When you have answered all 38 questions, it then asks you to weight the questions that you regard to be the most important. When you have done that you are asked to choose the political parties and check your combined selection of answers against theirs.

There are ..... 29 parties. Repeat that - there are TWENTY-NINE parties standing in this election. 28 have made their positions known to Wahl-O-Mat - so one of your selections may be unfortunate.

You are given the list of 29 party names and asked to choose 8 to match against your selections. It then becomes very typically scientifically German, whizzes through all the data, and presents you with a list of results. In batting order.

You can then check your positions against each of the 8 parties you have selected to get an idea where they stand. If you want to try it against all 29, then note your answers the first time you go through, and repeat the exercise 4 times, picking different parties at the end.
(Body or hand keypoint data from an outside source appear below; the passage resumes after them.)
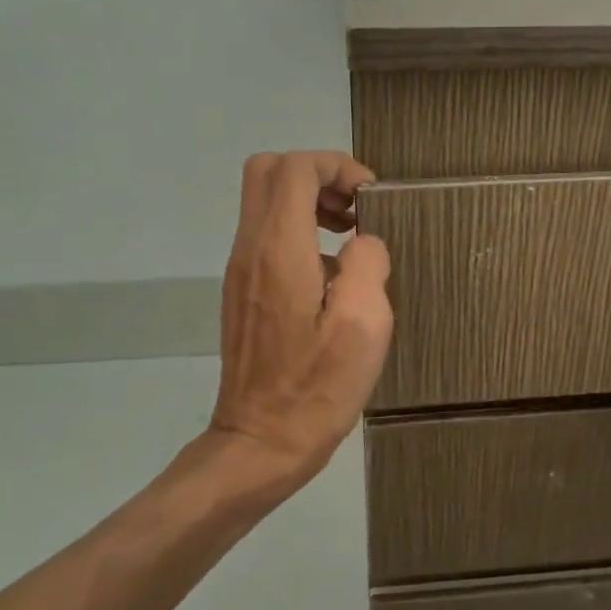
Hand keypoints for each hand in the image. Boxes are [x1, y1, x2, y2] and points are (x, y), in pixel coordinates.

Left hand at [207, 151, 393, 498]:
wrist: (260, 443)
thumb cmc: (316, 388)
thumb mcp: (363, 325)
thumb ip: (367, 264)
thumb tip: (363, 242)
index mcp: (279, 249)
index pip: (294, 167)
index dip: (336, 166)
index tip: (370, 198)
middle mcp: (250, 249)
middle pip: (268, 172)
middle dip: (317, 175)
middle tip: (355, 208)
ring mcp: (240, 271)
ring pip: (264, 202)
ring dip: (308, 203)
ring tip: (351, 236)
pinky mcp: (242, 293)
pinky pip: (266, 236)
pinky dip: (299, 232)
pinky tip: (332, 277)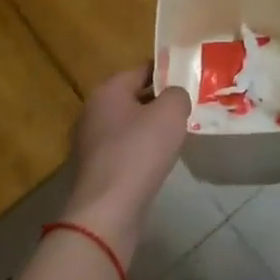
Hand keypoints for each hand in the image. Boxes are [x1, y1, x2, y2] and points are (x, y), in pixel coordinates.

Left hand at [63, 67, 192, 263]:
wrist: (108, 210)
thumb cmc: (139, 151)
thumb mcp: (171, 112)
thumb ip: (177, 94)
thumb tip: (174, 96)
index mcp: (107, 90)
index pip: (142, 70)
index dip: (168, 72)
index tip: (190, 81)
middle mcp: (93, 111)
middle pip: (133, 97)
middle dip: (159, 102)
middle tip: (187, 109)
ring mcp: (90, 142)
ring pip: (128, 125)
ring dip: (150, 129)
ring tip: (177, 136)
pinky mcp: (94, 169)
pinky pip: (123, 150)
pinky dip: (140, 152)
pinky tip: (158, 162)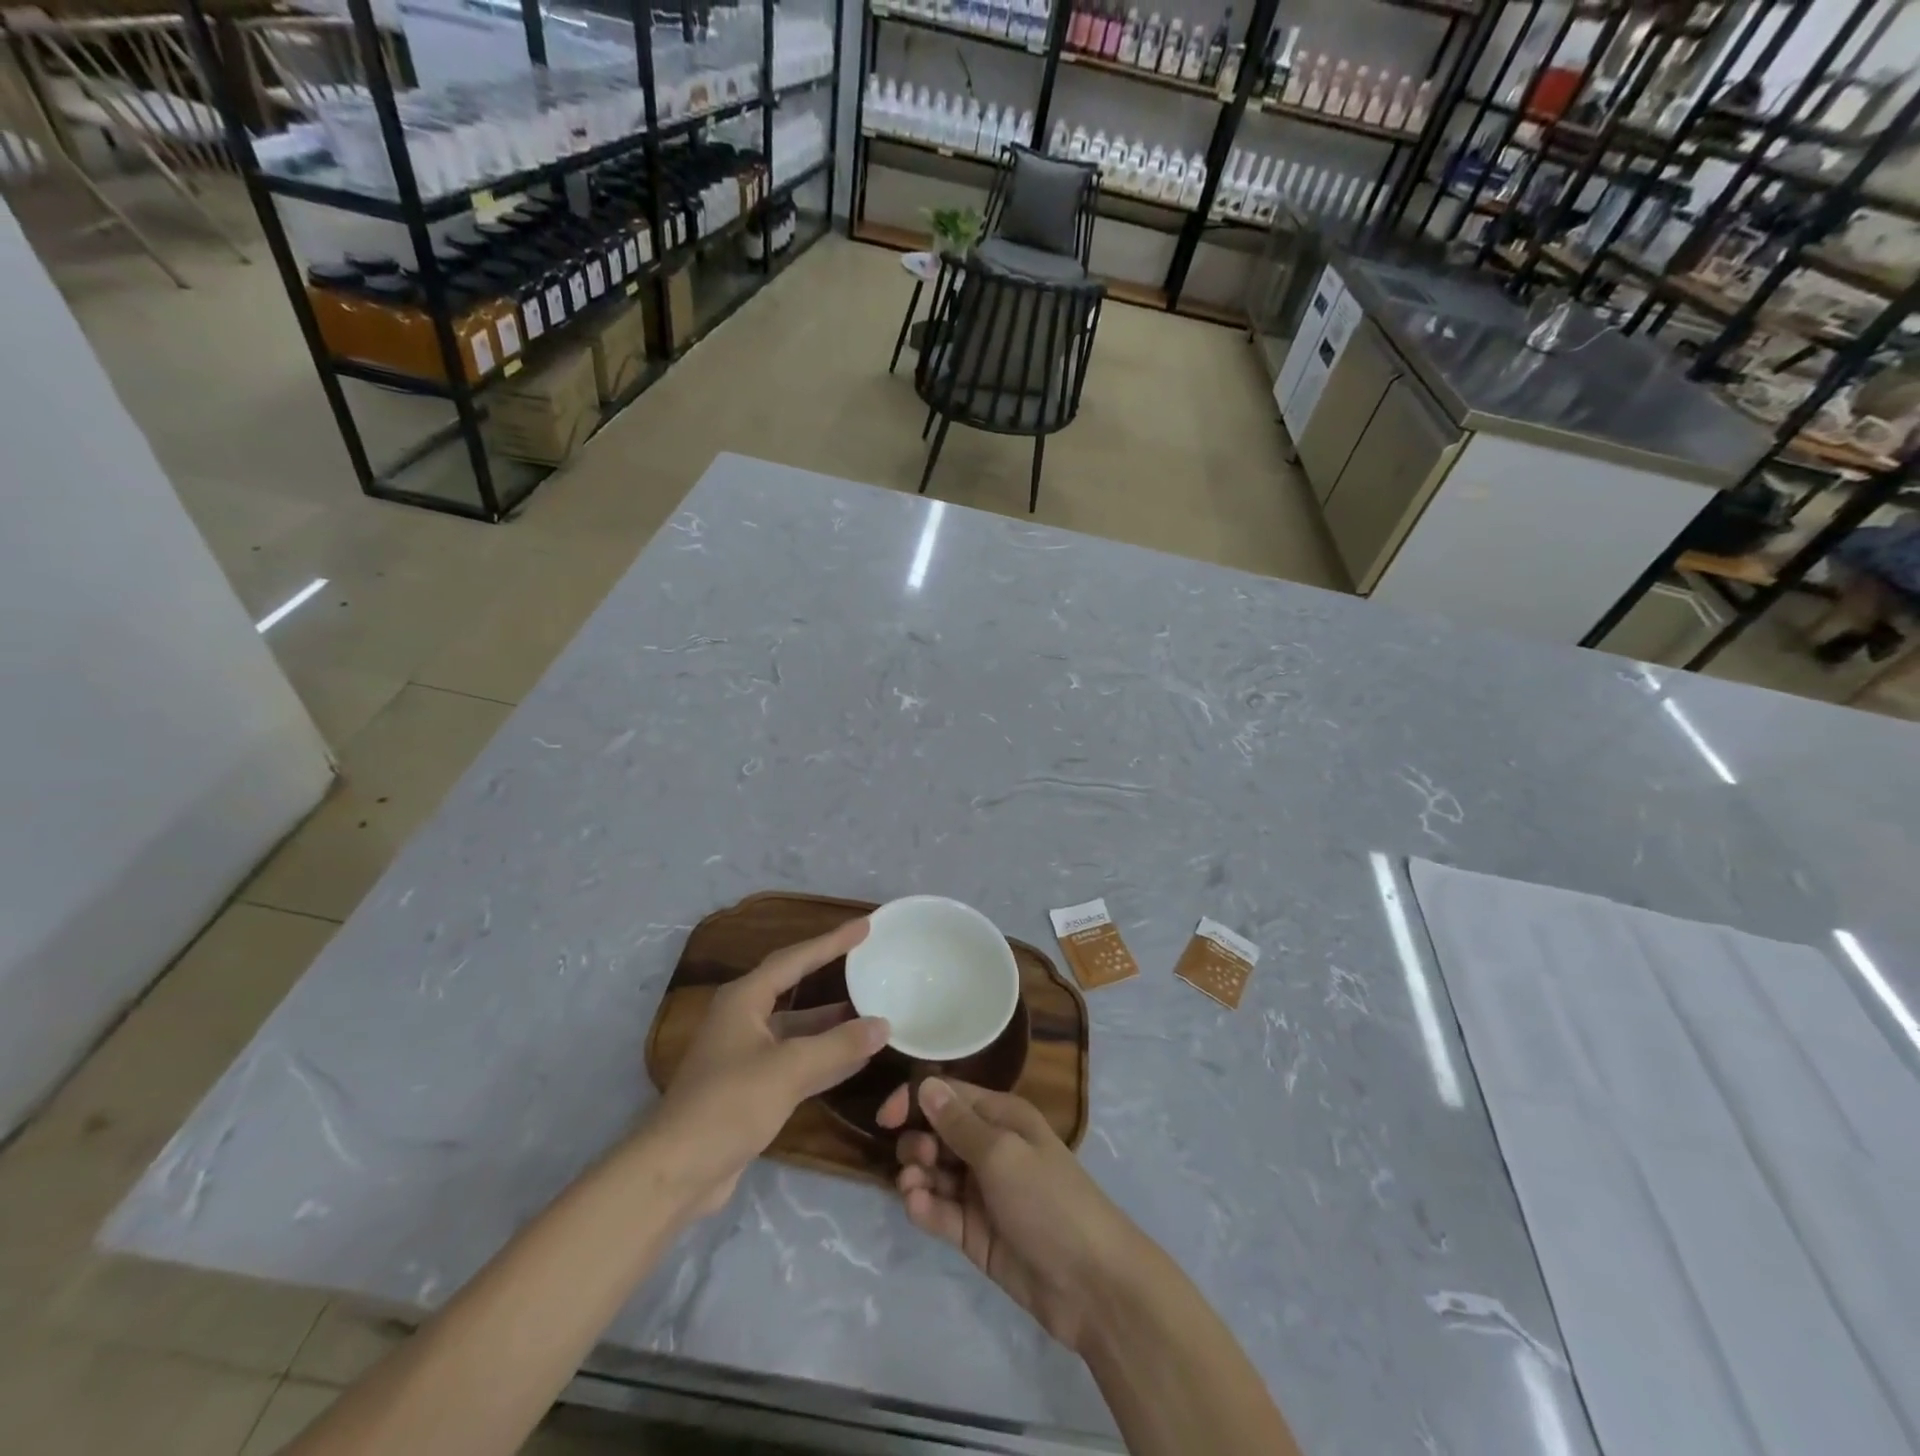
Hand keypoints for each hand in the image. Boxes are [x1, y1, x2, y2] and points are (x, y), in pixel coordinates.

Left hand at [645, 918, 887, 1218]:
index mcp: (744, 1000)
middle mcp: (744, 1019)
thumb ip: (838, 1045)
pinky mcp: (752, 1087)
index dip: (831, 941)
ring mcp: (747, 1054)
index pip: (795, 959)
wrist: (677, 1172)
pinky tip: (857, 1058)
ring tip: (874, 1010)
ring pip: (798, 1028)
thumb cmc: (729, 1105)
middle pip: (795, 987)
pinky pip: (797, 1060)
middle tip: (868, 961)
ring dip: (833, 1023)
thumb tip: (883, 1025)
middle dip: (832, 975)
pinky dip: (825, 1057)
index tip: (865, 926)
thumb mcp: (789, 1070)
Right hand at [877, 1078, 1147, 1353]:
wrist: (1090, 1283)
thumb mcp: (1002, 1153)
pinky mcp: (974, 1232)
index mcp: (1001, 1116)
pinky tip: (918, 1209)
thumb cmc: (1048, 1200)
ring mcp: (980, 1191)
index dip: (915, 1101)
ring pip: (933, 1172)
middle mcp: (989, 1147)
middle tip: (918, 1162)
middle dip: (917, 1142)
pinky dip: (924, 1208)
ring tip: (916, 1190)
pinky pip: (939, 1211)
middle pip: (937, 1132)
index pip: (949, 1095)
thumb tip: (925, 1084)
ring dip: (916, 1176)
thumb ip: (959, 1123)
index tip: (885, 1119)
Most of the 29 are not that significant, but in a true democracy deserve to be heard. So - you can just pick the major parties (as I did) and one or two to make up the numbers and do it once, but if you think someone else might have the answers .....

It is an interesting exercise. For those interested try:

http://www.wahl-o-mat.de/bundestagswahl2013/main_app.php

It's all in German, did I hear from you? Of course it is - these are the German national elections! You may not be able to find a radio station these days that plays mainly music performed in German, but the language has still survived (for now at least) in the political sphere!

A couple of negatives.

1. I have the problem in thinking that there are issues you cannot answer with a straight (yes/no/neutral) answer. Ask a question like "what do you intend to do to bring unemployment down?", for example. A very important issue, and obviously a straight one word answer is not possible.

2. Infuriatingly, some of the parties that have bothered to give their positions to Wahl-O-Mat do not seem to have positions on some very important issues. This does not seem to affect their score as negatively as it ought to!

So you still need to think about some issues that are not dealt with here. It is a good taster, a good starting-point, but you have to go beyond that. Wahl-O-Mat does actually finish by asking you a number of questions as to whether your interest in politics has risen as a result, whether it has affected your voting plans etc. And whether you will look into things further.

I found it interesting though. As for my personal take, there will follow an article called "Wahl-O-Mat - or who should I vote for in the German elections?" (not that I can) in the next couple of days.